На первый взгляд между упомянутой завклубом и пижоном из поезда нет никакой связи. Однако они в чем-то очень похожи друг на друга. У них одинаковая психология в том смысле, что все плохо, что свое, и все хорошо, что чужое. Они - как Иваны, родства не помнящие. Не культурно быть Егором, буду Георгием. Нельзя и плясать в клубе. Танцуй, видите ли, танго, если хочешь быть культурным. Весьма близко от этого и обывательская формула: быть начальством (вроде бухгалтера) культурней, чем быть штукатуром. Горжусь, что не в деревне живу, а городе, не чета каким-то там колхозникам и т.д.
И вновь хочется вернуться к Вале Сердцелюбовой из колхоза «Земледелец». Хочется противопоставить ее любовь к родным местам тому пижонскому снобизму, которым набит упомянутый хлыщ из поезда. Почему мы должны прощать ему цинизм, с которым он произнес слово "колхозница"? Да, колхозница. И это звучит как труженица, как красавица. Модный журнал и узконосые ботинки еще не признак культуры. И напрасно многие наивные люди думают, что они станут культурнее, если «грязную» работу штукатура сменят на чистую, бухгалтерскую. По-видимому, не следует стыдиться ни своего «немодного» имени, ни того, что родился ты не в Париже, а в маленькой вологодской деревне.
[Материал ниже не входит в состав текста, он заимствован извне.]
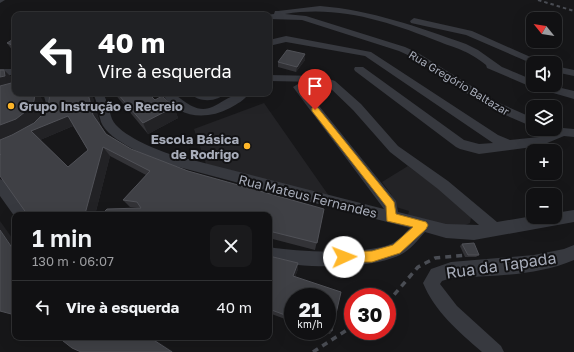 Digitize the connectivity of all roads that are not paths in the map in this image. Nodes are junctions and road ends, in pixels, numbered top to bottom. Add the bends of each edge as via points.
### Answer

...Уезжая из Устюжны, я еще раз зашел в местный музей. Там на одном из стендов есть старая, военных лет, фотокарточка. Это знаменитый разведчик Михаил Васильевич Ушанов, устюжанин, из деревни Доманово. Вместе с ним глядят со стенда молодые или старые его земляки — герои минувшей войны. Михаил Ушанов десятки раз ходил во вражеский тыл, доставал языка, громил фашистов. А был он перед войной колхозником… И мне подумалось тогда, что он вряд ли бы пошел в разведку с парнем из поезда: ползать по-пластунски, это не то, что ходить по вагону ковбойской походкой.

Источник: О культуре навыворот : (из писательского блокнота) / В. Белов // Вологодский комсомолец. – Вологда, 1964. – 10 мая.